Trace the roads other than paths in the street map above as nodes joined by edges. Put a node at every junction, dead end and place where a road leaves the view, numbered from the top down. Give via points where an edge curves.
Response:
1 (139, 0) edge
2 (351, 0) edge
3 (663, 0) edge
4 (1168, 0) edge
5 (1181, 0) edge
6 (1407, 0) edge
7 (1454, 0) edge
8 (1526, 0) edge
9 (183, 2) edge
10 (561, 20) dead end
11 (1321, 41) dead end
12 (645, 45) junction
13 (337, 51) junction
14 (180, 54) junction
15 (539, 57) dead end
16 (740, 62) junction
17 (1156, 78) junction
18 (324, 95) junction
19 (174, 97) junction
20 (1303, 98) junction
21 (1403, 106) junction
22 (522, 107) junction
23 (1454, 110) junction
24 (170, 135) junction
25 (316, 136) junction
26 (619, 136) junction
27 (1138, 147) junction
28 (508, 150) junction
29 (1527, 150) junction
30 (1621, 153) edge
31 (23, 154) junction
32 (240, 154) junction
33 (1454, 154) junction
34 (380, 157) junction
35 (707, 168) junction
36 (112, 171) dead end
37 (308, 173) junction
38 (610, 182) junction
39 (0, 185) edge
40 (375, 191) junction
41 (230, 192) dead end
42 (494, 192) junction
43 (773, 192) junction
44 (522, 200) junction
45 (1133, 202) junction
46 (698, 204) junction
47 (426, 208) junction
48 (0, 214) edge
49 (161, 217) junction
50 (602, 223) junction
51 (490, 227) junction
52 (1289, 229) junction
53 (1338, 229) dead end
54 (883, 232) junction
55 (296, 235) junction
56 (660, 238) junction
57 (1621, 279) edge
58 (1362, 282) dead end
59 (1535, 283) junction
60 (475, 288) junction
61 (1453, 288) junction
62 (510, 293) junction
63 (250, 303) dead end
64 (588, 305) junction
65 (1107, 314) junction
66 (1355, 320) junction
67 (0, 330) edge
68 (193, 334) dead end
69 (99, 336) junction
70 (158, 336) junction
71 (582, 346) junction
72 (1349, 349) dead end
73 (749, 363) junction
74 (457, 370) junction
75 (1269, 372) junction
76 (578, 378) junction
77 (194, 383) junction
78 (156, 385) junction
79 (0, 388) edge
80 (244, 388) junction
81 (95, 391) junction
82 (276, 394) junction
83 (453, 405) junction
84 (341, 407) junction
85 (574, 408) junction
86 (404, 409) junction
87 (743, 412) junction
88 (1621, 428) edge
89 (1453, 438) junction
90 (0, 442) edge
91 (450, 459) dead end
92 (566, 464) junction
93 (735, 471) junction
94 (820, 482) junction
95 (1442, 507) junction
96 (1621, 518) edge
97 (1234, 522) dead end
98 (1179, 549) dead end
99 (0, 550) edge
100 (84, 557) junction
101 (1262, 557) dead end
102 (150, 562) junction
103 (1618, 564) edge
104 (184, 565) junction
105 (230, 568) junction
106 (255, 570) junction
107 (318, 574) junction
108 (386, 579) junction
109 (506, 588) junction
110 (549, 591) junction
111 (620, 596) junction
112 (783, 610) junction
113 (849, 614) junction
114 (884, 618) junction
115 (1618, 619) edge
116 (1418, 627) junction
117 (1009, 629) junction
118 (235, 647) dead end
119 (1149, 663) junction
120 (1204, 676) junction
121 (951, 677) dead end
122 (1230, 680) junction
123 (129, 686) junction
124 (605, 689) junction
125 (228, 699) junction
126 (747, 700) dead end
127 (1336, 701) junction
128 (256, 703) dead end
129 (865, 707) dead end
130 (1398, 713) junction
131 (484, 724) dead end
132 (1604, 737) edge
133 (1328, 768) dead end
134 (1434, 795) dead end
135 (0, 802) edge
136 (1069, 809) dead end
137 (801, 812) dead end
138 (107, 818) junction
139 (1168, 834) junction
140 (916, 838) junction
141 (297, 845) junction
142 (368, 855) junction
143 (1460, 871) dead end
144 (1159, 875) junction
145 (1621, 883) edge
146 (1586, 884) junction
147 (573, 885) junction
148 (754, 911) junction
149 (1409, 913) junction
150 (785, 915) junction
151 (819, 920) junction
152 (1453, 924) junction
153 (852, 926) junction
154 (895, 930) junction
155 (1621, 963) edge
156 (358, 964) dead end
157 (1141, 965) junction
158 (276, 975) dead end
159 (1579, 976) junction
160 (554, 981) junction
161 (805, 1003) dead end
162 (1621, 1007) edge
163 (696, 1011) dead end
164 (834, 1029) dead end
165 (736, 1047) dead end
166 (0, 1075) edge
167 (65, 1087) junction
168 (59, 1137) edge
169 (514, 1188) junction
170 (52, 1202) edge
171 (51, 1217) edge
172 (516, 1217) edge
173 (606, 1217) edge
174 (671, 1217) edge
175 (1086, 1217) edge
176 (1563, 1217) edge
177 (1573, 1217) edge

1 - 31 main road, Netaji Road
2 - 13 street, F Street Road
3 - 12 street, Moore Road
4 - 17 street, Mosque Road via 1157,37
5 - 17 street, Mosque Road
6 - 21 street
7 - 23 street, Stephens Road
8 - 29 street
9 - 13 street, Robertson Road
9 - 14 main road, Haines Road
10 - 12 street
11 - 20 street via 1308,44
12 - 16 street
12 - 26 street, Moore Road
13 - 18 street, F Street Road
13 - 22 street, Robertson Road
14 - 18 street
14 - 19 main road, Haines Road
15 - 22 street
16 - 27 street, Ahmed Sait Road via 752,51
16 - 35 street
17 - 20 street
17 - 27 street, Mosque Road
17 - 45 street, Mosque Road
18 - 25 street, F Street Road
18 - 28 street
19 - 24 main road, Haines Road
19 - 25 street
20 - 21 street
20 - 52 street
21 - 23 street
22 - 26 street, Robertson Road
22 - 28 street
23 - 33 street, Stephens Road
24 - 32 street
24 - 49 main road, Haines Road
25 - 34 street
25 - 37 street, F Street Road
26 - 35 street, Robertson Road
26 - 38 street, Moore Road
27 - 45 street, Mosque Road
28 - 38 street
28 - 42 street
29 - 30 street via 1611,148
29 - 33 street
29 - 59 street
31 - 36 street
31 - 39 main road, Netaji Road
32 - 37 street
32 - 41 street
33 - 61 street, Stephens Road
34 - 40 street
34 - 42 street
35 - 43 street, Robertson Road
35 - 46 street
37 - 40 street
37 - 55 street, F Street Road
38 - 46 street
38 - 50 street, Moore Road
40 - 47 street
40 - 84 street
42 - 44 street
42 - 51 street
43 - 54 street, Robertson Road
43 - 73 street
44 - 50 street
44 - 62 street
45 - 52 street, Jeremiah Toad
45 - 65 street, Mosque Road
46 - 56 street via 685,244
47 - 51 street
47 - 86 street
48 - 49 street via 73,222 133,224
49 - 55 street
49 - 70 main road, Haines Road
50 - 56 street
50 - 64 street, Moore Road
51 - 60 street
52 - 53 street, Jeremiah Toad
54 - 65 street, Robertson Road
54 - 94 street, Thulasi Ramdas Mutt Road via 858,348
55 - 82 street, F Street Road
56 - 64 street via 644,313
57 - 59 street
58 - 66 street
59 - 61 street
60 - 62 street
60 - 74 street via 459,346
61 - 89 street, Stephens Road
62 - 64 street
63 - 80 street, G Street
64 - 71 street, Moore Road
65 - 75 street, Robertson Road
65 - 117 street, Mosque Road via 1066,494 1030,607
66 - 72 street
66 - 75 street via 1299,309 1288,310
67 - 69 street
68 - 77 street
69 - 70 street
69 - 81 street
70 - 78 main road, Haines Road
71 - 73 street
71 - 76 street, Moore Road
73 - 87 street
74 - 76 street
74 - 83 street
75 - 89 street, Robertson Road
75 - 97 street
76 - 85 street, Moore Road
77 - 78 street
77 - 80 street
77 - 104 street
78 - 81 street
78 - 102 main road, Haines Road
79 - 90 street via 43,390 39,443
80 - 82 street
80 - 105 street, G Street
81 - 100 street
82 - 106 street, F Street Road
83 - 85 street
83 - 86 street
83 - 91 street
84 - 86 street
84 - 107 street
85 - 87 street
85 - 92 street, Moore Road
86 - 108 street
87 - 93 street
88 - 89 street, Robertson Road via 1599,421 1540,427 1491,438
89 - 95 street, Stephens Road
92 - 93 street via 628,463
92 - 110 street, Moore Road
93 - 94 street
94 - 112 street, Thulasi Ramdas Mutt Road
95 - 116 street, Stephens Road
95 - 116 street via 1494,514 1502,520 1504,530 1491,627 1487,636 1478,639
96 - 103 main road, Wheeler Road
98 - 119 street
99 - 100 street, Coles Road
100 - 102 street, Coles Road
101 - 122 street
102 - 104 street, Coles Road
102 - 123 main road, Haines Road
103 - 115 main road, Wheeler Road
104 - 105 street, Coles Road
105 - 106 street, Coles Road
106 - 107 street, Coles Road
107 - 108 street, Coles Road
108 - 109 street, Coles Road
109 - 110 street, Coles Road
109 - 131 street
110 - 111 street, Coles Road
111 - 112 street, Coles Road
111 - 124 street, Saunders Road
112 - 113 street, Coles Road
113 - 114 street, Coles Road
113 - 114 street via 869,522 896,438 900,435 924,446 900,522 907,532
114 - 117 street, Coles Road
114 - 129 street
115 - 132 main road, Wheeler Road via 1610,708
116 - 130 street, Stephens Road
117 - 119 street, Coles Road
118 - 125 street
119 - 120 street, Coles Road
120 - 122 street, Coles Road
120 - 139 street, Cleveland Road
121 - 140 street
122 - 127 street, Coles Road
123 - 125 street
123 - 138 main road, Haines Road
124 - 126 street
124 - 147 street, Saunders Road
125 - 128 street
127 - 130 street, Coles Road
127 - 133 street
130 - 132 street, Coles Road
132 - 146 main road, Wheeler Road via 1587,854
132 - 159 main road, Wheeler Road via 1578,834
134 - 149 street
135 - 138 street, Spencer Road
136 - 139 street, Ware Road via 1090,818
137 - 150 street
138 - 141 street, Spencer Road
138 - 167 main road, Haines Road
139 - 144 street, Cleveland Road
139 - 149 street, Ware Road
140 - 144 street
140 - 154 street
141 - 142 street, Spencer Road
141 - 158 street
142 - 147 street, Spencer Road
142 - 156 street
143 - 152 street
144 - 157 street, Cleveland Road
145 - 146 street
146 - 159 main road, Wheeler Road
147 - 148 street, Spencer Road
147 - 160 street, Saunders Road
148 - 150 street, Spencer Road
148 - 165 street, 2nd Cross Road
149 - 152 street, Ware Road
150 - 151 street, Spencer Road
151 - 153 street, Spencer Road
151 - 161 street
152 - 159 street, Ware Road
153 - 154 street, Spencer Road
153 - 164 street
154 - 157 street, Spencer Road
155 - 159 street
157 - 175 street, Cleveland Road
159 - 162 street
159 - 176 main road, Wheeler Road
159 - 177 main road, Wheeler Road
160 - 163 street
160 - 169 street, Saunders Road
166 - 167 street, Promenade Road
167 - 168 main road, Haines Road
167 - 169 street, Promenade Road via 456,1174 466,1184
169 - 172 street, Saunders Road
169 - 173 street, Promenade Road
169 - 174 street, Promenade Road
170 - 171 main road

■ WHAT IS EXPECTED
Search the material above for "Wheeler". Pull out each line where it shows up.

■ EXPECTED OUTPUT
96 - 103 main road, Wheeler Road
103 - 115 main road, Wheeler Road
115 - 132 main road, Wheeler Road via 1610,708
132 - 146 main road, Wheeler Road via 1587,854
132 - 159 main road, Wheeler Road via 1578,834
146 - 159 main road, Wheeler Road
159 - 176 main road, Wheeler Road
159 - 177 main road, Wheeler Road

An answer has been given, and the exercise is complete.